# Task to carry out
Write out each line of the material below exactly as given.

# Input for this task
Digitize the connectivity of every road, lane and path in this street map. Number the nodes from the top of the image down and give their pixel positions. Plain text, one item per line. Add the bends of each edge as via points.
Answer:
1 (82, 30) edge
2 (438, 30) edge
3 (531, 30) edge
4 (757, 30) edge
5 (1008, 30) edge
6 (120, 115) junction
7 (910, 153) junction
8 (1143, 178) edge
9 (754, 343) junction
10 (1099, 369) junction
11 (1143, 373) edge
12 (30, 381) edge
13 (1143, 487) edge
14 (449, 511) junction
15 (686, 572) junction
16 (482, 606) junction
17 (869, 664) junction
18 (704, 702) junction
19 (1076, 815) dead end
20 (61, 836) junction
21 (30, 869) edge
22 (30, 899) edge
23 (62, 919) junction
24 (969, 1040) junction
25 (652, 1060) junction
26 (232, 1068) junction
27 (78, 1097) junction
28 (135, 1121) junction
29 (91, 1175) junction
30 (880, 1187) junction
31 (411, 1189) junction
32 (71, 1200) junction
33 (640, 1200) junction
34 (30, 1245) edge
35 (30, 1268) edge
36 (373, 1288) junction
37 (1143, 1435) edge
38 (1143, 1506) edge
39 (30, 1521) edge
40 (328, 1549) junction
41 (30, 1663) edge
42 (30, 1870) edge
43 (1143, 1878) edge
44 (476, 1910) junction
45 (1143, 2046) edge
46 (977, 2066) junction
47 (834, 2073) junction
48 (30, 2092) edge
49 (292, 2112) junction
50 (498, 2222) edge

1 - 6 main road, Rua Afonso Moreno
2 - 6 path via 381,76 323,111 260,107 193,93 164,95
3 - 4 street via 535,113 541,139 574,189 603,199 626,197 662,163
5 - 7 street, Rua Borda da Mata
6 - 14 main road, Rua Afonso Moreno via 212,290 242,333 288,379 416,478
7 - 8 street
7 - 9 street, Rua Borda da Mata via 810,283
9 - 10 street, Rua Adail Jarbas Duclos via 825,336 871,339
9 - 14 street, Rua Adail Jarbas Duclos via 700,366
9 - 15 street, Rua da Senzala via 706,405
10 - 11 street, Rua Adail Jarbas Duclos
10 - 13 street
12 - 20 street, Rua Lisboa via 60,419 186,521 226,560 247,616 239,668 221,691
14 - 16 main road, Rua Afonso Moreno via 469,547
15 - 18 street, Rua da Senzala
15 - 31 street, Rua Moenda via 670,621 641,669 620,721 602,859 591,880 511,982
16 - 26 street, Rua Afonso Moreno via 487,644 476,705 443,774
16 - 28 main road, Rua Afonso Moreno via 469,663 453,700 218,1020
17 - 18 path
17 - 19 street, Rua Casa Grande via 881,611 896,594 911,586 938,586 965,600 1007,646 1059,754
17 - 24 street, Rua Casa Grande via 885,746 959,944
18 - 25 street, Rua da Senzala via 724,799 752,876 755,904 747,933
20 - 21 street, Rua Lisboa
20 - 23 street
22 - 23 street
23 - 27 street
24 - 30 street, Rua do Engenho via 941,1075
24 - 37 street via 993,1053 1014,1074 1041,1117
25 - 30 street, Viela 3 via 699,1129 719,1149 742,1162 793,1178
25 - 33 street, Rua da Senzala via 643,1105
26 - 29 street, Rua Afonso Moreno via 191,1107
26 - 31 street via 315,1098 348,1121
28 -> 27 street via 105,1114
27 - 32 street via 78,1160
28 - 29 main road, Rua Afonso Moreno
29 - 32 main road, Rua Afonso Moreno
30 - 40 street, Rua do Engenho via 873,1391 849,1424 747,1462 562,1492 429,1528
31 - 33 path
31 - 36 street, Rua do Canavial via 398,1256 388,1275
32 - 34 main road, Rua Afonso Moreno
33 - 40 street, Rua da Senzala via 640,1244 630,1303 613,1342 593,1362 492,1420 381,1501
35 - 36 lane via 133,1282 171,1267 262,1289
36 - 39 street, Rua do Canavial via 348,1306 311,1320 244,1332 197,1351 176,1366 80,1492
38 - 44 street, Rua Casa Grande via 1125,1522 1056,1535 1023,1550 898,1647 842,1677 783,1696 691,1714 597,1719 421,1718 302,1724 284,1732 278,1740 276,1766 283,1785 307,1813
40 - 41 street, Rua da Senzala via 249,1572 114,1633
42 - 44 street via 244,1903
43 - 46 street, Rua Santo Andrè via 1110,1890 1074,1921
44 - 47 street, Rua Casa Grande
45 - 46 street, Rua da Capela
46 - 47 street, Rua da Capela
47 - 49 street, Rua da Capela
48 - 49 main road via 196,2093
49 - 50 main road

# Your solution
Digitize the connectivity of every road, lane and path in this street map. Number the nodes from the top of the image down and give their pixel positions. Plain text, one item per line. Add the bends of each edge as via points.
Answer:
1 (82, 30) edge
2 (438, 30) edge
3 (531, 30) edge
4 (757, 30) edge
5 (1008, 30) edge
6 (120, 115) junction
7 (910, 153) junction
8 (1143, 178) edge
9 (754, 343) junction
10 (1099, 369) junction
11 (1143, 373) edge
12 (30, 381) edge
13 (1143, 487) edge
14 (449, 511) junction
15 (686, 572) junction
16 (482, 606) junction
17 (869, 664) junction
18 (704, 702) junction
19 (1076, 815) dead end
20 (61, 836) junction
21 (30, 869) edge
22 (30, 899) edge
23 (62, 919) junction
24 (969, 1040) junction
25 (652, 1060) junction
26 (232, 1068) junction
27 (78, 1097) junction
28 (135, 1121) junction
29 (91, 1175) junction
30 (880, 1187) junction
31 (411, 1189) junction
32 (71, 1200) junction
33 (640, 1200) junction
34 (30, 1245) edge
35 (30, 1268) edge
36 (373, 1288) junction
37 (1143, 1435) edge
38 (1143, 1506) edge
39 (30, 1521) edge
40 (328, 1549) junction
41 (30, 1663) edge
42 (30, 1870) edge
43 (1143, 1878) edge
44 (476, 1910) junction
45 (1143, 2046) edge
46 (977, 2066) junction
47 (834, 2073) junction
48 (30, 2092) edge
49 (292, 2112) junction
50 (498, 2222) edge

1 - 6 main road, Rua Afonso Moreno
2 - 6 path via 381,76 323,111 260,107 193,93 164,95
3 - 4 street via 535,113 541,139 574,189 603,199 626,197 662,163
5 - 7 street, Rua Borda da Mata
6 - 14 main road, Rua Afonso Moreno via 212,290 242,333 288,379 416,478
7 - 8 street
7 - 9 street, Rua Borda da Mata via 810,283
9 - 10 street, Rua Adail Jarbas Duclos via 825,336 871,339
9 - 14 street, Rua Adail Jarbas Duclos via 700,366
9 - 15 street, Rua da Senzala via 706,405
10 - 11 street, Rua Adail Jarbas Duclos
10 - 13 street
12 - 20 street, Rua Lisboa via 60,419 186,521 226,560 247,616 239,668 221,691
14 - 16 main road, Rua Afonso Moreno via 469,547
15 - 18 street, Rua da Senzala
15 - 31 street, Rua Moenda via 670,621 641,669 620,721 602,859 591,880 511,982
16 - 26 street, Rua Afonso Moreno via 487,644 476,705 443,774
16 - 28 main road, Rua Afonso Moreno via 469,663 453,700 218,1020
17 - 18 path
17 - 19 street, Rua Casa Grande via 881,611 896,594 911,586 938,586 965,600 1007,646 1059,754
17 - 24 street, Rua Casa Grande via 885,746 959,944
18 - 25 street, Rua da Senzala via 724,799 752,876 755,904 747,933
20 - 21 street, Rua Lisboa
20 - 23 street
22 - 23 street
23 - 27 street
24 - 30 street, Rua do Engenho via 941,1075
24 - 37 street via 993,1053 1014,1074 1041,1117
25 - 30 street, Viela 3 via 699,1129 719,1149 742,1162 793,1178
25 - 33 street, Rua da Senzala via 643,1105
26 - 29 street, Rua Afonso Moreno via 191,1107
26 - 31 street via 315,1098 348,1121
28 -> 27 street via 105,1114
27 - 32 street via 78,1160
28 - 29 main road, Rua Afonso Moreno
29 - 32 main road, Rua Afonso Moreno
30 - 40 street, Rua do Engenho via 873,1391 849,1424 747,1462 562,1492 429,1528
31 - 33 path
31 - 36 street, Rua do Canavial via 398,1256 388,1275
32 - 34 main road, Rua Afonso Moreno
33 - 40 street, Rua da Senzala via 640,1244 630,1303 613,1342 593,1362 492,1420 381,1501
35 - 36 lane via 133,1282 171,1267 262,1289
36 - 39 street, Rua do Canavial via 348,1306 311,1320 244,1332 197,1351 176,1366 80,1492
38 - 44 street, Rua Casa Grande via 1125,1522 1056,1535 1023,1550 898,1647 842,1677 783,1696 691,1714 597,1719 421,1718 302,1724 284,1732 278,1740 276,1766 283,1785 307,1813
40 - 41 street, Rua da Senzala via 249,1572 114,1633
42 - 44 street via 244,1903
43 - 46 street, Rua Santo Andrè via 1110,1890 1074,1921
44 - 47 street, Rua Casa Grande
45 - 46 street, Rua da Capela
46 - 47 street, Rua da Capela
47 - 49 street, Rua da Capela
48 - 49 main road via 196,2093
49 - 50 main road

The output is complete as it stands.